We've also learned, as of this week, the retail pharmacy program has allocated 50,830 first doses to that federal partnership.

And since the state opened up its pre-registration solution website, 45,000 Idahoans have already registered since Friday. The main objective of the website is to give Idahoans one place to go if they are interested in getting vaccinated. Then once enrolled, a provider will reach out to that person when they are eligible.

Public Health Administrator Elke Shaw-Tulloch revealed that people aged 55 to 64 will now be eligible for vaccine no later than March 15th.

The first week will be focused on people with medical conditions. Then the rest of the age group will be the second week.

Then no later than March 29th, people aged 45 to 54 will be eligible. Those with medical conditions will be the first week. The second week will be the remainder of the group.

Since the beginning of the pandemic, we've heard a lot of about the concept of herd immunity. Dr. Christine Hahn addressed that and where that stands.

"We are still hearing 80 to 85 percent of the population immunized.
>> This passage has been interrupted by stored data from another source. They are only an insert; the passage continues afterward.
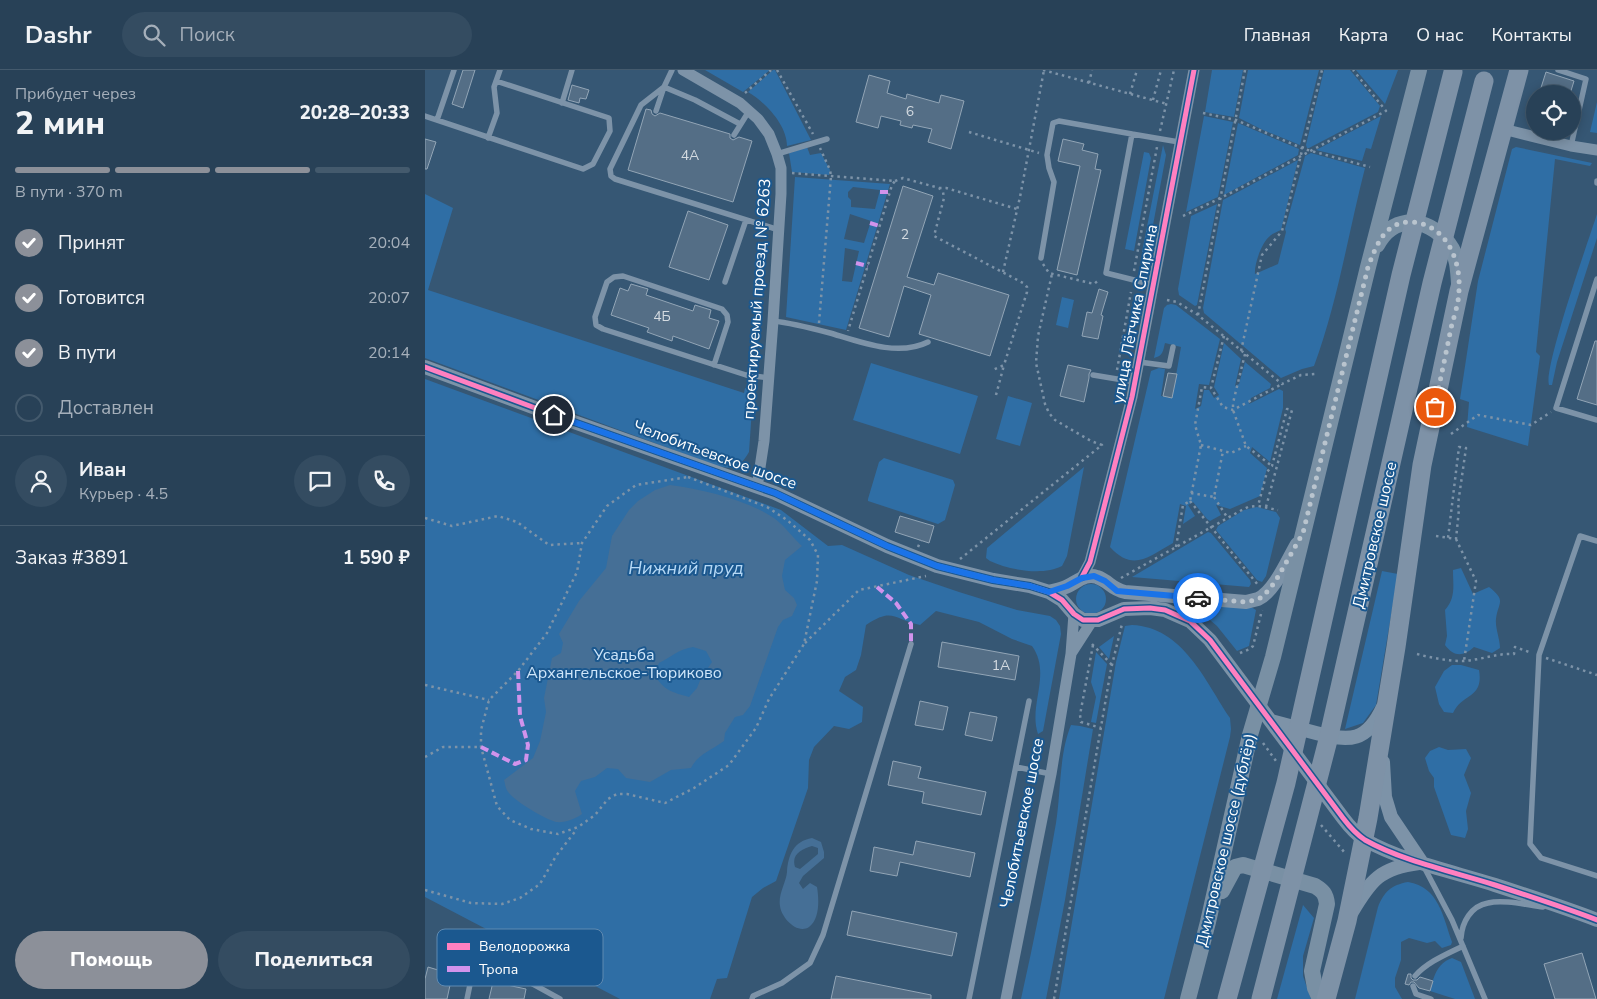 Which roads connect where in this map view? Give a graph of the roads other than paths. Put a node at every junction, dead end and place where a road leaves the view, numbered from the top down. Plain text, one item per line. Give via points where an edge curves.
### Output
1 (454, 70) edge
2 (500, 70) edge
3 (572, 70) edge
4 (671, 70) edge
5 (1194, 70) edge
6 (1419, 70) edge
7 (1519, 70) edge
8 (1558, 70) edge
9 (1453, 71) edge
10 (691, 72) edge
11 (1486, 76) edge
12 (496, 81) junction
13 (663, 87) junction
14 (562, 103) junction
15 (749, 111) junction
16 (656, 112) dead end
17 (425, 116) edge
18 (437, 120) junction
19 (740, 124) junction
20 (1503, 130) junction
21 (1132, 134) junction
22 (734, 135) dead end
23 (488, 138) junction
24 (827, 139) dead end
25 (1179, 142) junction
26 (1571, 146) junction
27 (1597, 150) edge
28 (777, 154) junction
29 (746, 220) junction
30 (779, 230) junction
31 (1041, 258) road end
32 (1368, 267) junction
33 (1597, 280) edge
34 (725, 282) dead end
35 (1154, 285) junction
36 (1459, 291) junction
37 (773, 321) junction
38 (928, 342) dead end
39 (1173, 348) dead end
40 (1139, 362) junction
41 (713, 365) junction
42 (425, 367) edge
43 (1093, 375) dead end
44 (769, 378) junction
45 (1135, 382) junction
46 (1597, 420) edge
47 (757, 487) junction
48 (1303, 533) junction
49 (1597, 541) edge
50 (1090, 562) junction
51 (1079, 580) junction
52 (1109, 581) junction
53 (1049, 592) junction
54 (1072, 611) junction
55 (1097, 620) junction
56 (911, 644) dead end
57 (1071, 654) junction
58 (1389, 694) junction
59 (1029, 701) dead end
60 (1259, 704) junction
61 (1271, 721) junction
62 (1381, 742) junction
63 (1016, 766) junction
64 (1051, 774) junction
65 (1364, 839) junction
66 (1422, 863) junction
67 (1597, 876) edge
68 (1567, 909) junction
69 (1597, 920) edge
70 (1347, 921) junction
71 (1208, 922) junction
72 (1462, 943) junction
73 (1415, 976) dead end
74 (470, 986) edge
75 (536, 986) edge
76 (1413, 986) dead end
77 (467, 999) edge
78 (560, 999) edge
79 (752, 999) edge
80 (969, 999) edge
81 (1006, 999) edge
82 (1188, 999) edge
83 (1227, 999) edge
84 (1261, 999) edge
85 (1320, 999) edge
86 (1326, 999) edge
87 (1431, 999) edge
88 (1485, 999) edge

1 - 18 lane
2 - 12 lane
3 - 14 lane
4 - 13 lane
5 - 25 street, улица Лётчика Спирина
6 - 32 main road, Дмитровское шоссе (дублёр)
7 - 20 highway
8 - 26 lane via 1586,79
9 - 83 highway, Дмитровское шоссе, bridge via 1401,275 1286,783
10 - 15 street, проектируемый проезд № 6263
11 - 84 highway, Дмитровское шоссе, bridge via 1432,282 1328,740
12 - 14 lane
12 - 23 lane via 497,113
13 - 16 lane
13 - 19 lane
13 - 29 lane via 641,105 610,170 611,176
14 - 23 lane via 609,118 610,131 593,164 583,169
15 - 19 lane
15 - 28 street, проектируемый проезд № 6263 via 769,134
17 - 18 lane
18 - 23 lane
19 - 22 lane
20 - 26 street
20 - 36 highway
21 - 25 lane
21 - 31 lane via 1059,121 1053,123 1047,155 1054,182
21 - 35 lane via 1106,273
24 - 28 lane
25 - 35 street, улица Лётчика Спирина
26 - 27 street
28 - 30 street, проектируемый проезд № 6263 via 782,179
29 - 30 lane
29 - 34 lane
30 - 37 street, проектируемый проезд № 6263
32 - 36 main road via 1387,229 1402,223 1421,224 1439,233 1453,250
32 - 48 main road, Дмитровское шоссе (дублёр)
33 - 46 lane via 1556,408
35 - 40 street, улица Лётчика Спирина
36 - 58 highway via 1422,465
37 - 38 lane via 885,349 920,346
37 - 44 street, проектируемый проезд № 6263
39 - 40 lane via 1169,366
40 - 45 street, улица Лётчика Спирина
41 - 41 lane via 596,325 595,317 607,282 623,276 722,309 728,322
41 - 44 lane
42 - 47 street, Челобитьевское шоссе
43 - 45 lane
44 - 47 street, проектируемый проезд № 6263
45 - 50 street, улица Лётчика Спирина
47 - 53 street, Челобитьевское шоссе via 937,566
48 - 52 street via 1275,582 1259,599 1246,602 1125,592 1117,591
48 - 60 main road, Дмитровское шоссе (дублёр)
49 - 67 lane via 1581,536 1539,656 1530,844 1541,858
50 - 51 street, улица Лётчика Спирина
50 - 52 street
51 - 52 street via 1088,576
51 - 53 street
51 - 54 street, Челобитьевское шоссе via 1069,592
52 - 55 street, Челобитьевское шоссе via 1113,604 1109,612
53 - 54 street, Челобитьевское шоссе
54 - 55 street, Челобитьевское шоссе via 1083,620
54 - 57 street, Челобитьевское шоссе
55 - 57 street, Челобитьевское шоссе
55 - 60 street via 1124,609 1150,608 1165,610 1190,621 1210,640
56 - 79 lane via 823,935 810,963
57 - 64 street, Челобитьевское шоссе
58 - 61 street via 1379,717 1360,736 1337,738
58 - 62 highway
59 - 63 lane
60 - 61 street
60 - 71 main road, Дмитровское шоссе (дублёр)
61 - 65 street via 1354,832
62 - 65 highway
62 - 66 street via 1385,797 1391,817
63 - 64 lane
63 - 80 lane
64 - 81 street, Челобитьевское шоссе
65 - 66 street
65 - 70 highway
66 - 68 street
66 - 70 street via 1402,865 1371,882
66 - 72 lane
68 - 69 street
68 - 72 lane via 1487,903 1465,919 1461,928
70 - 86 highway
71 - 82 main road, Дмитровское шоссе (дублёр)
71 - 85 main road via 1235,867 1243,865 1323,890 1327,904 1312,971
72 - 73 lane
72 - 88 lane
74 - 77 lane
75 - 78 lane
76 - 87 lane via 1416,994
I even heard Dr. Walensky in the last week say 90 percent, which made my heart drop because obviously the higher it goes, the more of a challenge it will be to get there," Dr. Hahn said. "That's obviously the end game, it's a ways away."

She said Idaho still needs to work on how to educate people on the need to get vaccinated, and as time goes by maybe they'll see friends and neighbor get vaccinated without having any problems and hopefully that will increase vaccine confidence and lead to more people getting vaccinated.

Jeppesen also revealed that the department will launch a public service campaign this April to address those who are hesitant or concerned about the vaccine.